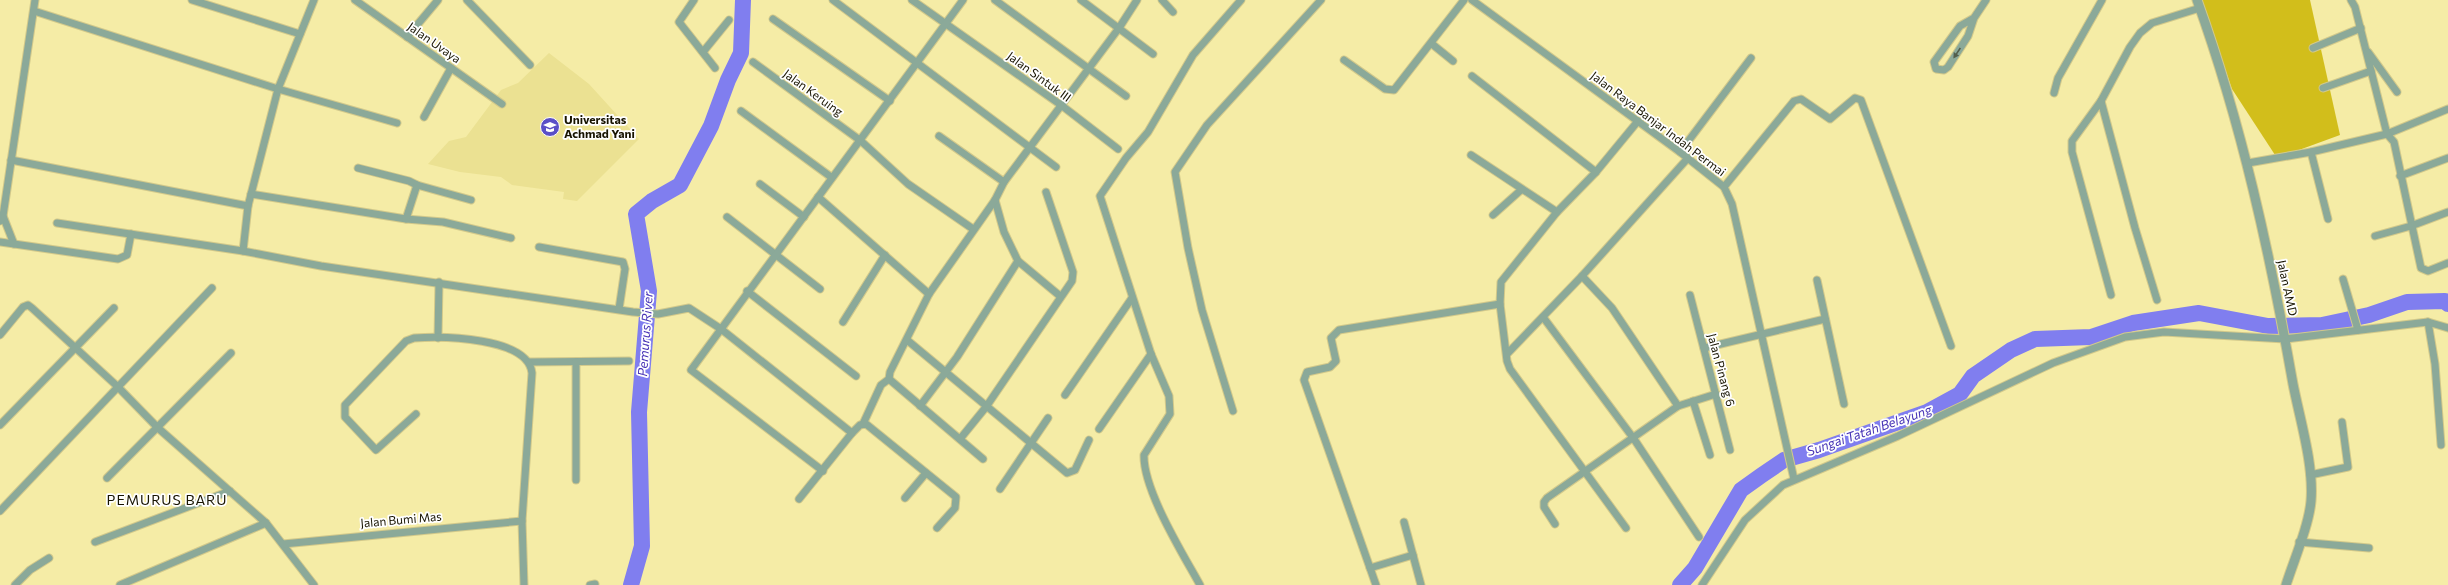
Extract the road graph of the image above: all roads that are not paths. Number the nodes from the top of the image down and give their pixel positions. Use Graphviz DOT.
graph roads {
  1 [pos="35,0"];
  2 [pos="192,0"];
  3 [pos="314,0"];
  4 [pos="355,0"];
  5 [pos="438,0"];
  6 [pos="467,0"];
  7 [pos="694,0"];
  8 [pos="833,0"];
  9 [pos="912,0"];
  10 [pos="963,0"];
  11 [pos="995,0"];
  12 [pos="1081,0"];
  13 [pos="1137,0"];
  14 [pos="1162,0"];
  15 [pos="1241,0"];
  16 [pos="1321,0"];
  17 [pos="1464,0"];
  18 [pos="1472,0"];
  19 [pos="1986,0"];
  20 [pos="2102,0"];
  21 [pos="2351,0"];
  22 [pos="2199,4"];
  23 [pos="34,11"];
  24 [pos="1173,12"];
  25 [pos="1974,18"];
  26 [pos="773,19"];
  27 [pos="729,20"];
  28 [pos="945,23"];
  29 [pos="1119,28"];
  30 [pos="2360,28"];
  31 [pos="300,34"];
  32 [pos="407,37"];
  33 [pos="1432,44"];
  34 [pos="2313,48"];
  35 [pos="2366,49"];
  36 [pos="703,52"];
  37 [pos="1153,54"];
  38 [pos="1750,58"];
  39 [pos="1344,60"];
  40 [pos="1453,61"];
  41 [pos="753,62"];
  42 [pos="918,63"];
  43 [pos="530,64"];
  44 [pos="451,68"];
  45 [pos="715,68"];
  46 [pos="1089,69"];
  47 [pos="2371,71"];
  48 [pos="1472,76"];
  49 [pos="2323,88"];
  50 [pos="278,89"];
  51 [pos="2397,92"];
  52 [pos="2054,93"];
  53 [pos="1126,96"];
  54 [pos="890,101"];
  55 [pos="2101,101"];
  56 [pos="502,104"];
  57 [pos="1061,105"];
  58 [pos="2448,109"];
  59 [pos="741,112"];
  60 [pos="424,117"];
  61 [pos="1638,121"];
  62 [pos="397,123"];
  63 [pos="2387,134"];
  64 [pos="939,136"];
  65 [pos="861,141"];
  66 [pos="1031,147"];
  67 [pos="1118,150"];
  68 [pos="1680,152"];
  69 [pos="2311,152"];
  70 [pos="1471,155"];
  71 [pos="1688,158"];
  72 [pos="2448,158"];
  73 [pos="12,160"];
  74 [pos="2248,163"];
  75 [pos="1056,167"];
  76 [pos="358,168"];
  77 [pos="1596,172"];
  78 [pos="2400,176"];
  79 [pos="831,177"];
  80 [pos="1004,182"];
  81 [pos="760,184"];
  82 [pos="417,186"];
  83 [pos="1724,188"];
  84 [pos="1521,190"];
  85 [pos="1046,192"];
  86 [pos="251,194"];
  87 [pos="818,197"];
  88 [pos="470,200"];
  89 [pos="995,200"];
  90 [pos="248,206"];
  91 [pos="1557,212"];
  92 [pos="2448,212"];
  93 [pos="1493,214"];
  94 [pos="727,217"];
  95 [pos="804,217"];
  96 [pos="1,219"];
  97 [pos="406,219"];
  98 [pos="2328,219"];
  99 [pos="57,223"];
  100 [pos="2411,226"];
  101 [pos="973,229"];
  102 [pos="131,234"];
  103 [pos="2375,236"];
  104 [pos="512,238"];
  105 [pos="0,242"];
  106 [pos="14,244"];
  107 [pos="539,247"];
  108 [pos="243,251"];
  109 [pos="775,255"];
  110 [pos="885,255"];
  111 [pos="1018,261"];
  112 [pos="2448,264"];
  113 [pos="1582,276"];
  114 [pos="2343,278"];
  115 [pos="1817,280"];
  116 [pos="439,282"];
  117 [pos="212,288"];
  118 [pos="820,289"];
  119 [pos="747,291"];
  120 [pos="929,294"];
  121 [pos="1690,295"];
  122 [pos="2111,295"];
  123 [pos="1060,296"];
  124 [pos="1132,298"];
  125 [pos="2157,300"];
  126 [pos="1500,304"];
  127 [pos="114,308"];
  128 [pos="619,309"];
  129 [pos="1543,317"];
  130 [pos="1825,319"];
  131 [pos="843,322"];
  132 [pos="2428,322"];
  133 [pos="2448,328"];
  134 [pos="721,329"];
  135 [pos="2358,330"];
  136 [pos="0,335"];
  137 [pos="1763,335"];
  138 [pos="2285,336"];
  139 [pos="438,338"];
  140 [pos="907,340"];
  141 [pos="1951,346"];
  142 [pos="75,348"];
  143 [pos="1704,348"];
  144 [pos="232,353"];
  145 [pos="1151,354"];
  146 [pos="1506,354"];
  147 [pos="628,361"];
  148 [pos="529,362"];
  149 [pos="576,362"];
  150 [pos="945,373"];
  151 [pos="856,376"];
  152 [pos="889,379"];
  153 [pos="117,386"];
  154 [pos="1065,394"];
  155 [pos="1716,394"];
  156 [pos="1693,401"];
  157 [pos="1844,404"];
  158 [pos="920,406"];
  159 [pos="986,406"];
  160 [pos="1678,406"];
  161 [pos="1233,411"];
  162 [pos="416,414"];
  163 [pos="1048,418"];
  164 [pos="2342,422"];
  165 [pos="863,424"];
  166 [pos="0,425"];
  167 [pos="158,428"];
  168 [pos="1099,429"];
  169 [pos="852,433"];
  170 [pos="960,439"];
  171 [pos="1634,439"];
  172 [pos="1089,440"];
  173 [pos="1030,444"];
  174 [pos="2441,445"];
  175 [pos="1730,450"];
  176 [pos="1710,454"];
  177 [pos="983,459"];
  178 [pos="823,471"];
  179 [pos="1586,472"];
  180 [pos="926,473"];
  181 [pos="2310,476"];
  182 [pos="107,478"];
  183 [pos="576,480"];
  184 [pos="1794,480"];
  185 [pos="1000,489"];
  186 [pos="230,491"];
  187 [pos="905,498"];
  188 [pos="799,499"];
  189 [pos="0,511"];
  190 [pos="522,521"];
  191 [pos="1404,522"];
  192 [pos="266,523"];
  193 [pos="1555,524"];
  194 [pos="937,528"];
  195 [pos="1626,528"];
  196 [pos="1699,537"];
  197 [pos="95,542"];
  198 [pos="2299,542"];
  199 [pos="283,544"];
  200 [pos="2369,548"];
  201 [pos="1413,555"];
  202 [pos="49,558"];
  203 [pos="1370,568"];
  204 [pos="15,585"];
  205 [pos="120,585"];
  206 [pos="314,585"];
  207 [pos="524,585"];
  208 [pos="1200,585"];
  209 [pos="1376,585"];
  210 [pos="1421,585"];
  211 [pos="1702,585"];
  212 [pos="2286,585"];
  1 -- 23 [label="street"];
  2 -- 31 [label="street"];
  3 -- 31 [label="street"];
  4 -- 32 [label="street, Jalan Uvaya"];
  5 -- 32 [label="street"];
  6 -- 43 [label="street"];
  7 -- 36 [label="street"];
  8 -- 42 [label="street"];
  9 -- 28 [label="street, Jalan Sintuk III"];
  10 -- 28 [label="street"];
  11 -- 46 [label="street"];
  12 -- 29 [label="street"];
  13 -- 29 [label="street"];
  14 -- 24 [label="street"];
  15 -- 124 [label="street"];
  16 -- 161 [label="street"];
  17 -- 33 [label="street"];
  18 -- 61 [label="street, Jalan Raya Banjar Indah Permai"];
  19 -- 25 [label="street"];
  20 -- 52 [label="street"];
  21 -- 30 [label="street"];
  22 -- 55 [label="street"];
  22 -- 74 [label="street, Jalan AMD"];
  23 -- 50 [label="street"];
  23 -- 73 [label="street"];
  25 -- 25 [label="street, one-way"];
  26 -- 54 [label="street"];
  27 -- 36 [label="street"];
  28 -- 42 [label="street"];
  28 -- 57 [label="street, Jalan Sintuk III"];
  29 -- 37 [label="street"];
  29 -- 46 [label="street"];
  30 -- 34 [label="street"];
  30 -- 35 [label="street"];
  31 -- 50 [label="street"];
  32 -- 44 [label="street, Jalan Uvaya"];
  33 -- 39 [label="street"];
  33 -- 40 [label="street"];
  35 -- 47 [label="street"];
  35 -- 51 [label="street"];
  36 -- 45 [label="street"];
  38 -- 68 [label="street"];
  41 -- 65 [label="street, Jalan Keruing"];
  42 -- 54 [label="street"];
  42 -- 66 [label="street"];
  44 -- 56 [label="street, Jalan Uvaya"];
  44 -- 60 [label="street"];
  46 -- 53 [label="street"];
  46 -- 57 [label="street"];
  47 -- 49 [label="street"];
  47 -- 63 [label="street"];
  48 -- 77 [label="street"];
  50 -- 62 [label="street"];
  50 -- 86 [label="street"];
  54 -- 65 [label="street"];
  55 -- 122 [label="street"];
  55 -- 125 [label="street"];
  57 -- 66 [label="street"];
  57 -- 67 [label="street, Jalan Sintuk III"];
  58 -- 63 [label="street"];
  59 -- 79 [label="street"];
  61 -- 68 [label="street, Jalan Raya Banjar Indah Permai"];
  61 -- 77 [label="street"];
  63 -- 69 [label="street"];
  63 -- 78 [label="street"];
  64 -- 80 [label="street"];
  65 -- 79 [label="street"];
  65 -- 101 [label="street, Jalan Keruing"];
  66 -- 75 [label="street"];
  66 -- 80 [label="street"];
  68 -- 71 [label="street, Jalan Raya Banjar Indah Permai"];
  69 -- 74 [label="street"];
  69 -- 98 [label="street"];
  70 -- 84 [label="street"];
  71 -- 83 [label="street, Jalan Raya Banjar Indah Permai"];
  71 -- 113 [label="street"];
  72 -- 78 [label="street"];
  73 -- 90 [label="street"];
  73 -- 96 [label="street"];
  74 -- 138 [label="street, Jalan AMD"];
  76 -- 82 [label="street"];
  77 -- 91 [label="street"];
  78 -- 100 [label="street"];
  79 -- 87 [label="street"];
  80 -- 89 [label="street"];
  81 -- 95 [label="street"];
  82 -- 88 [label="street"];
  82 -- 97 [label="street"];
  83 -- 137 [label="street, Jalan Raya Banjar Indah Permai"];
  83 -- 141 [label="street"];
  84 -- 91 [label="street"];
  84 -- 93 [label="street"];
  85 -- 123 [label="street"];
  86 -- 90 [label="street"];
  86 -- 97 [label="street"];
  87 -- 95 [label="street"];
  87 -- 110 [label="street"];
  89 -- 101 [label="street"];
  89 -- 111 [label="street"];
  90 -- 108 [label="street"];
  91 -- 126 [label="street"];
  92 -- 100 [label="street"];
  94 -- 109 [label="street"];
  95 -- 109 [label="street"];
  96 -- 106 [label="street"];
  97 -- 104 [label="street"];
  99 -- 102 [label="street"];
  100 -- 103 [label="street"];
  100 -- 112 [label="street"];
  101 -- 120 [label="street"];
  102 -- 106 [label="street"];
  102 -- 108 [label="street"];
  105 -- 106 [label="street"];
  107 -- 128 [label="street"];
  108 -- 116 [label="street"];
  109 -- 118 [label="street"];
  109 -- 119 [label="street"];
  110 -- 120 [label="street"];
  110 -- 131 [label="street"];
  111 -- 123 [label="street"];
  111 -- 150 [label="street"];
  113 -- 129 [label="street"];
  113 -- 160 [label="street"];
  114 -- 135 [label="street"];
  115 -- 130 [label="street"];
  116 -- 128 [label="street"];
  116 -- 139 [label="street"];
  117 -- 153 [label="street"];
  119 -- 134 [label="street"];
  119 -- 151 [label="street"];
  120 -- 140 [label="street"];
  121 -- 143 [label="street, Jalan Pinang 6"];
  123 -- 159 [label="street"];
  124 -- 145 [label="street"];
  124 -- 154 [label="street"];
  126 -- 146 [label="street"];
  126 -- 203 [label="street"];
  127 -- 142 [label="street"];
  128 -- 134 [label="street"];
  129 -- 146 [label="street"];
  129 -- 171 [label="street"];
  130 -- 137 [label="street"];
  130 -- 157 [label="street"];
  132 -- 133 [label="street"];
  132 -- 135 [label="street"];
  132 -- 174 [label="street"];
  134 -- 169 [label="street"];
  134 -- 178 [label="street"];
  135 -- 138 [label="street"];
  136 -- 142 [label="street"];
  137 -- 143 [label="street"];
  137 -- 184 [label="street, Jalan Raya Banjar Indah Permai"];
  138 -- 181 [label="street, Jalan AMD"];
  138 -- 184 [label="street"];
  139 -- 148 [label="street"];
  139 -- 162 [label="street"];
  140 -- 150 [label="street"];
  140 -- 152 [label="street"];
  142 -- 153 [label="street"];
  142 -- 166 [label="street"];
  143 -- 155 [label="street, Jalan Pinang 6"];
  144 -- 167 [label="street"];
  145 -- 168 [label="street"];
  145 -- 208 [label="street"];
  146 -- 179 [label="street"];
  147 -- 149 [label="street"];
  148 -- 149 [label="street"];
  148 -- 190 [label="street"];
  149 -- 183 [label="street"];
  150 -- 158 [label="street"];
  150 -- 159 [label="street"];
  152 -- 158 [label="street"];
  152 -- 165 [label="street"];
  153 -- 167 [label="street"];
  153 -- 189 [label="street"];
  155 -- 156 [label="street"];
  155 -- 175 [label="street, Jalan Pinang 6"];
  156 -- 160 [label="street"];
  156 -- 176 [label="street"];
  158 -- 170 [label="street"];
  159 -- 170 [label="street"];
  159 -- 173 [label="street"];
  160 -- 171 [label="street"];
  163 -- 173 [label="street"];
  164 -- 181 [label="street"];
  165 -- 169 [label="street"];
  165 -- 180 [label="street"];
  167 -- 182 [label="street"];
  167 -- 186 [label="street"];
  169 -- 178 [label="street"];
  170 -- 177 [label="street"];
  171 -- 179 [label="street"];
  171 -- 196 [label="street"];
  172 -- 173 [label="street"];
  173 -- 185 [label="street"];
  178 -- 188 [label="street"];
  179 -- 193 [label="street"];
  179 -- 195 [label="street"];
  180 -- 187 [label="street"];
  180 -- 194 [label="street"];
  181 -- 198 [label="street, Jalan AMD"];
  184 -- 211 [label="street"];
  186 -- 192 [label="street"];
  186 -- 197 [label="street"];
  190 -- 199 [label="street, Jalan Bumi Mas"];
  190 -- 207 [label="street"];
  191 -- 201 [label="street"];
  192 -- 199 [label="street"];
  192 -- 205 [label="street"];
  198 -- 200 [label="street"];
  198 -- 212 [label="street, Jalan AMD"];
  199 -- 206 [label="street"];
  201 -- 203 [label="street"];
  201 -- 210 [label="street"];
  202 -- 204 [label="street"];
  203 -- 209 [label="street"];
}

____

DIRECTIONS:
Where a line of the listing holds "Permai", show that line.

ANSWER BELOW:
  18 -- 61 [label="street, Jalan Raya Banjar Indah Permai"];
  61 -- 68 [label="street, Jalan Raya Banjar Indah Permai"];
  68 -- 71 [label="street, Jalan Raya Banjar Indah Permai"];
  71 -- 83 [label="street, Jalan Raya Banjar Indah Permai"];
  83 -- 137 [label="street, Jalan Raya Banjar Indah Permai"];
  137 -- 184 [label="street, Jalan Raya Banjar Indah Permai"];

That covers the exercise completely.